When I was ‘little’, when I was ‘young’
I remember feeling and seeing how a girl was so different.
Her hair was longer, her face was prettier,
Her hands were softer and untouchable without permission.

I would stare at a girl with innocent desire and ‘awe’.
She would capture my male curiosity, with her pigtails
With her tiny dress and those wondrous shapely legs.

I was told I could look but don’t touch.
When on occasion, mostly by accident,
my hand would rub up against hers
Or I was aloud to hold her hand in ‘recess’
a game I would insist on playing,
I would reflect upon that moment of touching her hand.
Later when in bed at night, I would dream about that incidental moment.

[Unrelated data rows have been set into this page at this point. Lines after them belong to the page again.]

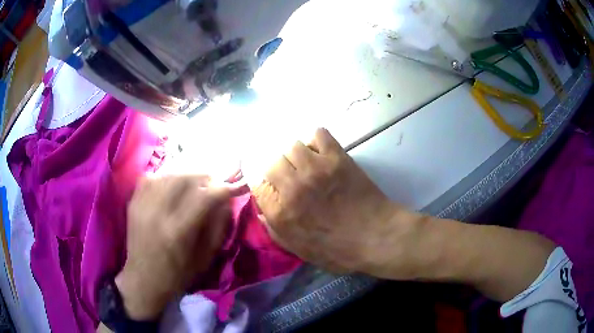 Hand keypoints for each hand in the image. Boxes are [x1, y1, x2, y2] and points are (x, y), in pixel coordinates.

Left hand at [115, 175, 234, 320]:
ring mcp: (142, 206)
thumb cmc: (178, 276)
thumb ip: (218, 227)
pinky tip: (172, 186)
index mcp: (178, 232)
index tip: (234, 187)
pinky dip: (165, 177)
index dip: (222, 188)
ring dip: (186, 175)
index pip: (204, 197)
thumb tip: (227, 201)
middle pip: (184, 178)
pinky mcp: (133, 204)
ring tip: (195, 182)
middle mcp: (158, 213)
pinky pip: (151, 178)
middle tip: (214, 183)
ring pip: (167, 174)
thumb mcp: (204, 259)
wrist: (144, 281)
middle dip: (204, 177)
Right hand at [253, 128, 423, 277]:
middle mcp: (293, 186)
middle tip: (290, 176)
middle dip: (277, 169)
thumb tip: (261, 210)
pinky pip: (318, 134)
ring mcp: (316, 169)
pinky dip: (315, 141)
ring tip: (306, 164)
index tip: (270, 186)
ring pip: (291, 145)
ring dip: (296, 155)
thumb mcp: (300, 251)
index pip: (256, 183)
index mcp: (281, 212)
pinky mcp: (337, 158)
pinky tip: (321, 153)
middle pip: (271, 161)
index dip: (262, 183)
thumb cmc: (339, 250)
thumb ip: (275, 231)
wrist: (377, 237) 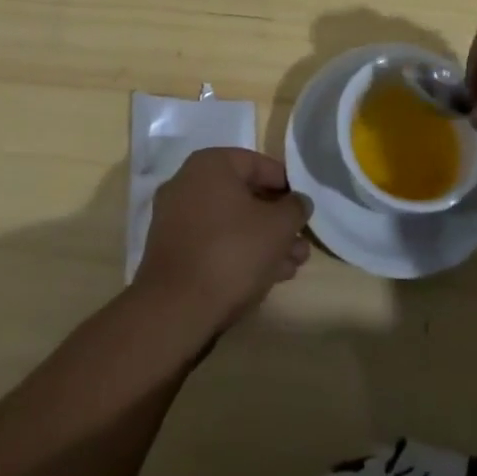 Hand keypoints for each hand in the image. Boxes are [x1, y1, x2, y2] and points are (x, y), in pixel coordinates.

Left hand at [133, 148, 311, 330]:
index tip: (304, 207)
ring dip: (263, 241)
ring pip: (230, 223)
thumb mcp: (277, 226)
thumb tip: (299, 202)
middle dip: (276, 220)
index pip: (259, 164)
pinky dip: (238, 253)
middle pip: (245, 196)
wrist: (175, 311)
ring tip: (292, 265)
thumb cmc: (231, 252)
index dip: (287, 185)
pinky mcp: (172, 252)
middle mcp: (188, 183)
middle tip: (301, 241)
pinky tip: (266, 277)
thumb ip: (295, 208)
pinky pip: (213, 243)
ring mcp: (176, 219)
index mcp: (210, 164) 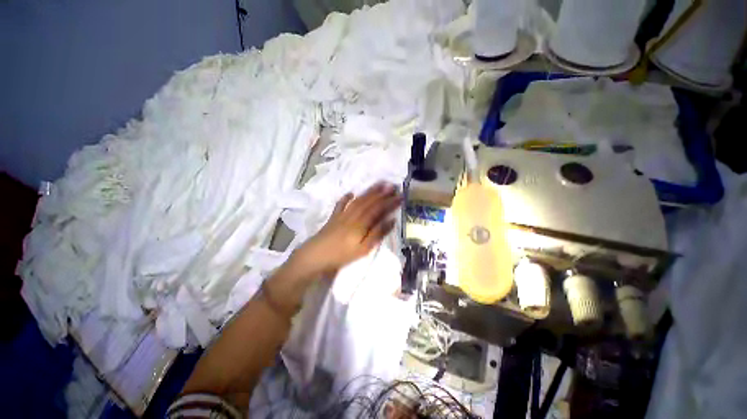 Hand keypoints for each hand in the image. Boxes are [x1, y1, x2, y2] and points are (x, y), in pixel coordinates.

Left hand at [291, 182, 402, 279]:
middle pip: (368, 202)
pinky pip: (341, 204)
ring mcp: (342, 215)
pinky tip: (350, 193)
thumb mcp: (363, 249)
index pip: (378, 209)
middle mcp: (352, 215)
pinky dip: (346, 198)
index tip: (400, 195)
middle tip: (392, 185)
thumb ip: (377, 234)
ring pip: (358, 200)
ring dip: (368, 192)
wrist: (315, 256)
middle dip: (381, 193)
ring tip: (378, 184)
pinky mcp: (333, 217)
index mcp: (361, 224)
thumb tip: (391, 220)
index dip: (389, 202)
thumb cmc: (341, 255) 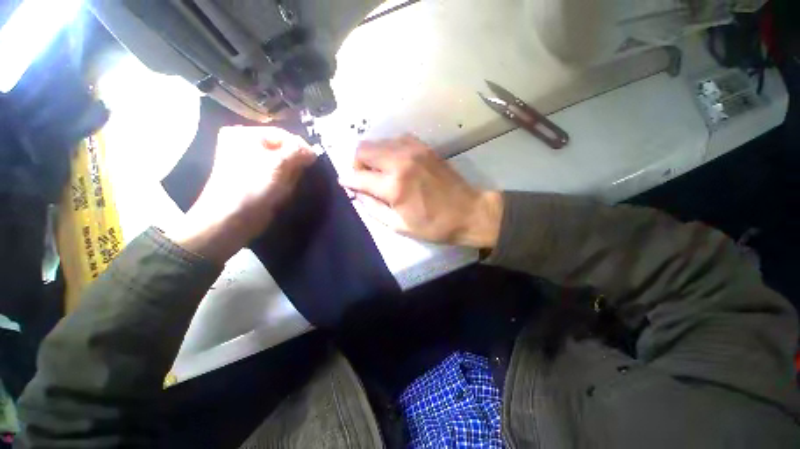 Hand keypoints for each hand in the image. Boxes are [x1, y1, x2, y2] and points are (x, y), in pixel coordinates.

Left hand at [170, 126, 315, 262]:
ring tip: (285, 187)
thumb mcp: (279, 164)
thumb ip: (297, 152)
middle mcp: (245, 145)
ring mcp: (248, 162)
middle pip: (282, 149)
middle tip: (294, 177)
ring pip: (282, 164)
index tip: (313, 161)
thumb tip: (312, 152)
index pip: (282, 135)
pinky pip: (276, 175)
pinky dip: (283, 182)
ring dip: (289, 175)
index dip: (300, 147)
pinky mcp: (254, 178)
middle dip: (293, 164)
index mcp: (245, 134)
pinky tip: (280, 192)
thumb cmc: (254, 186)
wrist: (233, 218)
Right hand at [340, 135, 502, 247]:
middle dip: (357, 164)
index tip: (347, 185)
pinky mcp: (423, 146)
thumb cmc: (434, 225)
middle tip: (364, 179)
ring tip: (380, 172)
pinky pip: (395, 140)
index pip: (357, 176)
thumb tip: (358, 194)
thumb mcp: (399, 226)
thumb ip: (373, 208)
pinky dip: (388, 150)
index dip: (348, 181)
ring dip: (372, 156)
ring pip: (377, 141)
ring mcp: (413, 149)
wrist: (469, 212)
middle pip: (363, 149)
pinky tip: (395, 164)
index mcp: (394, 185)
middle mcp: (400, 161) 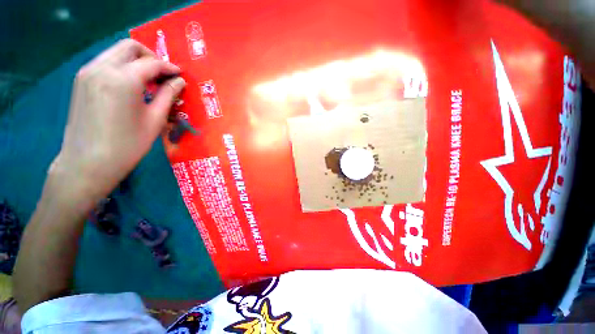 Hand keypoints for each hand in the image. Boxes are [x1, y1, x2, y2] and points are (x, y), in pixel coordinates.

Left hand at [51, 39, 185, 204]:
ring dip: (135, 61)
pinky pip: (105, 62)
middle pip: (129, 47)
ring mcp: (88, 72)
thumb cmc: (128, 145)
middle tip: (163, 75)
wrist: (88, 162)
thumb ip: (168, 96)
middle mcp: (102, 68)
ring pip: (116, 52)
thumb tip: (179, 82)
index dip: (169, 68)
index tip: (180, 76)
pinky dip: (121, 67)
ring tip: (148, 81)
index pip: (151, 63)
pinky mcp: (81, 80)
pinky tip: (130, 85)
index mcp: (123, 80)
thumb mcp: (155, 120)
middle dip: (150, 57) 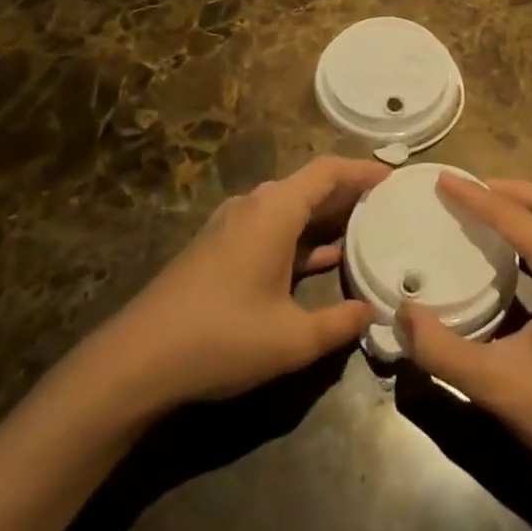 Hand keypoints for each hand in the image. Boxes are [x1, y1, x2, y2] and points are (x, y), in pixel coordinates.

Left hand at [104, 157, 388, 410]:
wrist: (136, 360)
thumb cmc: (220, 338)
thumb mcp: (291, 339)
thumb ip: (338, 324)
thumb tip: (371, 313)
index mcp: (273, 211)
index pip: (328, 171)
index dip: (364, 170)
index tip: (395, 178)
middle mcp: (253, 206)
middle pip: (310, 186)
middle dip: (350, 193)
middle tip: (390, 206)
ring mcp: (232, 226)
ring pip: (290, 208)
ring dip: (325, 217)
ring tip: (366, 230)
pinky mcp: (219, 248)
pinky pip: (272, 228)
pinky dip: (301, 236)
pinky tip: (323, 259) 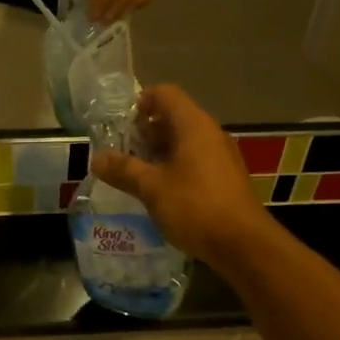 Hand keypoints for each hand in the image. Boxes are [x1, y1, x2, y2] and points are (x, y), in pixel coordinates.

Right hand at [90, 85, 274, 266]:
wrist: (244, 245)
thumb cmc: (195, 207)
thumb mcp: (152, 188)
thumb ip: (123, 170)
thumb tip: (96, 158)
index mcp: (194, 125)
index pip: (166, 94)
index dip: (141, 102)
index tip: (121, 124)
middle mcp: (211, 133)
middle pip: (175, 117)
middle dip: (146, 131)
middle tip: (122, 152)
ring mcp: (222, 155)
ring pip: (185, 141)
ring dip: (159, 152)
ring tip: (136, 173)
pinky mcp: (226, 177)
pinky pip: (196, 159)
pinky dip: (175, 166)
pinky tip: (161, 191) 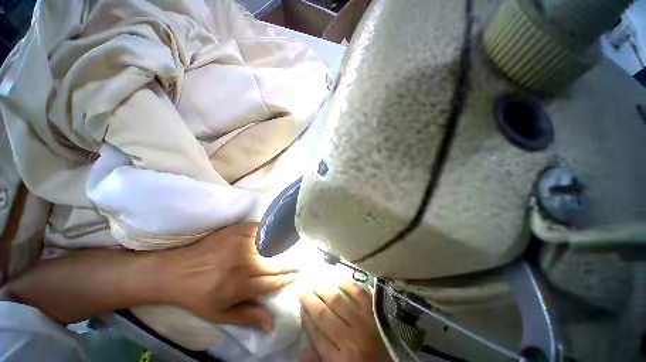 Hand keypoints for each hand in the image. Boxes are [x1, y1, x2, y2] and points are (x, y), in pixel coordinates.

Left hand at [158, 223, 297, 330]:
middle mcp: (244, 264)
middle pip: (275, 262)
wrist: (175, 271)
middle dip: (290, 262)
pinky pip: (260, 229)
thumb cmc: (199, 296)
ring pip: (270, 244)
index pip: (273, 281)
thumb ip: (248, 317)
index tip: (298, 274)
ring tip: (293, 245)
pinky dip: (270, 231)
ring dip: (283, 246)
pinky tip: (276, 231)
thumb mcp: (220, 314)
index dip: (287, 278)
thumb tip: (273, 324)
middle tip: (302, 259)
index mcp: (240, 286)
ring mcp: (240, 244)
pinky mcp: (236, 231)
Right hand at [299, 281, 390, 361]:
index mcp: (341, 360)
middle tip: (302, 289)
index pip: (317, 335)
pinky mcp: (375, 312)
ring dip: (323, 290)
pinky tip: (338, 280)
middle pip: (323, 314)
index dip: (306, 318)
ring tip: (315, 283)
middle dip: (310, 300)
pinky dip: (347, 284)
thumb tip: (301, 351)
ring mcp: (365, 322)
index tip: (300, 306)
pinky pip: (358, 293)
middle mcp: (351, 339)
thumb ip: (322, 361)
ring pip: (337, 301) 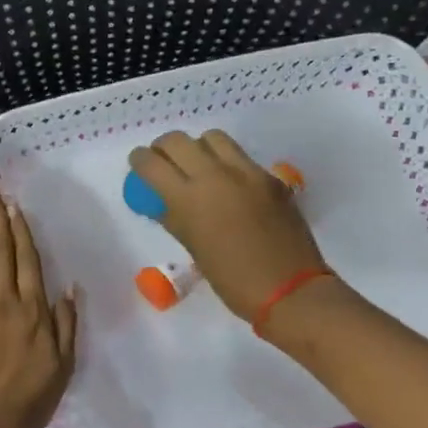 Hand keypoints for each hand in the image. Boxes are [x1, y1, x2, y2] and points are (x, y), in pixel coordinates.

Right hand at [127, 130, 326, 321]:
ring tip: (198, 165)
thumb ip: (175, 218)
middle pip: (178, 140)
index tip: (138, 163)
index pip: (152, 164)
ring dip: (198, 147)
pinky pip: (240, 156)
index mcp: (189, 199)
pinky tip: (229, 183)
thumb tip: (162, 202)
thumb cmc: (232, 280)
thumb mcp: (194, 249)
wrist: (289, 288)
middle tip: (164, 161)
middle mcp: (215, 176)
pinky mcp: (269, 177)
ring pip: (212, 138)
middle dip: (164, 147)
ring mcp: (246, 172)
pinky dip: (226, 161)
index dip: (140, 160) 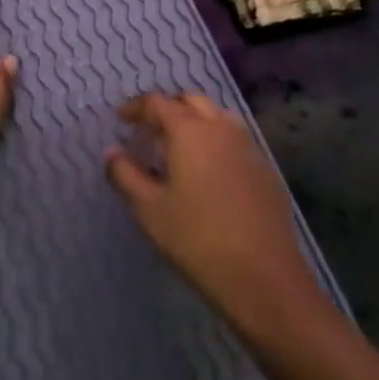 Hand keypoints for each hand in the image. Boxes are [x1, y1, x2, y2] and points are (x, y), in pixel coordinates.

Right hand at [105, 92, 321, 333]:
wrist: (264, 277)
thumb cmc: (196, 239)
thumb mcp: (148, 209)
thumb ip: (125, 174)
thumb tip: (112, 152)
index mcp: (191, 131)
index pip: (158, 103)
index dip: (136, 107)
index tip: (121, 119)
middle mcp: (222, 129)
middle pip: (192, 101)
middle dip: (168, 109)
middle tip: (149, 132)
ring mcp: (249, 148)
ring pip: (218, 117)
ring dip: (195, 121)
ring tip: (178, 149)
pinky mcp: (266, 171)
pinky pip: (235, 140)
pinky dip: (215, 142)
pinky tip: (207, 173) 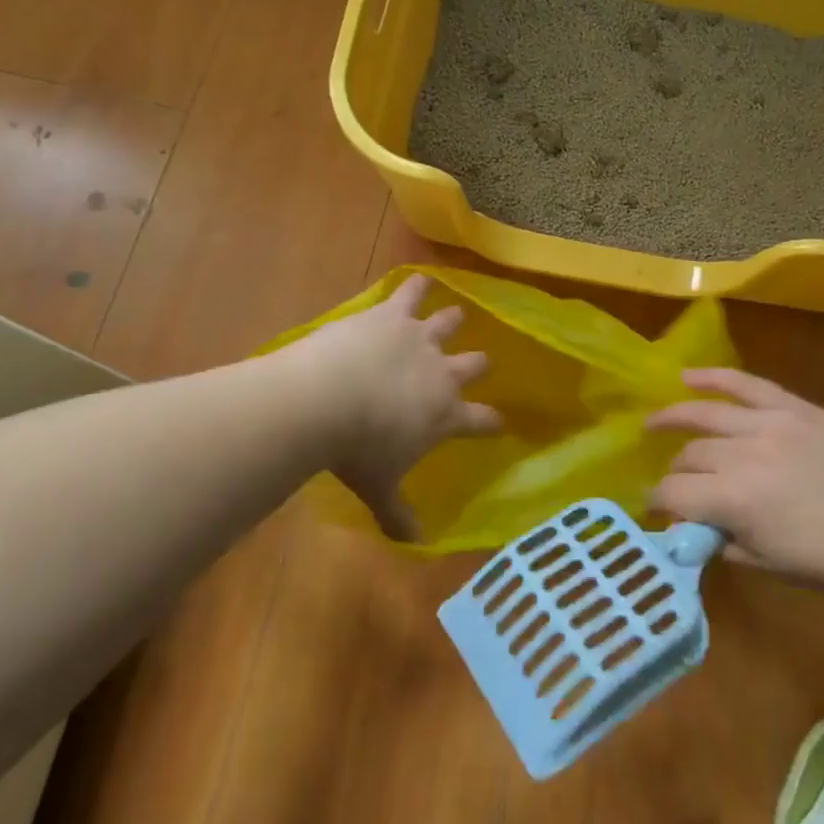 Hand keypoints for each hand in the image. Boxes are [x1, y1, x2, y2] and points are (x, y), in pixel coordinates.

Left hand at [290, 275, 501, 539]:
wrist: (324, 400)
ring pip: (448, 322)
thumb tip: (416, 545)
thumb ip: (399, 514)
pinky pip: (411, 291)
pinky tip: (418, 278)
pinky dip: (416, 285)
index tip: (499, 423)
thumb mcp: (378, 489)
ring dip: (453, 319)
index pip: (482, 420)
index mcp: (445, 414)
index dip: (493, 422)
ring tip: (457, 314)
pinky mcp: (391, 314)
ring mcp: (418, 337)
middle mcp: (442, 371)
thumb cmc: (356, 451)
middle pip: (474, 363)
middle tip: (480, 361)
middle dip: (478, 364)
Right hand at [646, 369, 823, 596]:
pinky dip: (714, 377)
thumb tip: (692, 526)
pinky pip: (746, 383)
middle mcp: (744, 455)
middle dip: (676, 473)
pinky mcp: (795, 408)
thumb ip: (723, 542)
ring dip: (674, 418)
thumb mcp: (771, 565)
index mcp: (736, 501)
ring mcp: (771, 423)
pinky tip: (687, 376)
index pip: (674, 493)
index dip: (658, 502)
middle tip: (678, 486)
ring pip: (706, 415)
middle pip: (690, 456)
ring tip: (653, 423)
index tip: (654, 509)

When older, I would admire girls at a distance because of shyness.
Their hair seemingly more flowing, their faces more distinctively prettier
and their hands, their legs so much more desirable, now lustfully so.
They are distinguishably, visually, so different from my maleness.
Then at a later age I became aware of how their minds and their thoughts
were so different than mine. I think I always knew how distinctively different and untouchable girls were.

Since, I have had the pleasure of having a relationship with some women.
Gently I’ve cuddled a few with their permission. With this experience, I’ve become aware that the uniqueness and differences between male and female is not always ‘black and white’. Some characteristics, some views are discernibly more of a ’gray’ issue.
Although women are prettier, their hands their skin still softer, their legs and now, their lovely breasts have caught my attention, they’ve become so much more lustfully desirable.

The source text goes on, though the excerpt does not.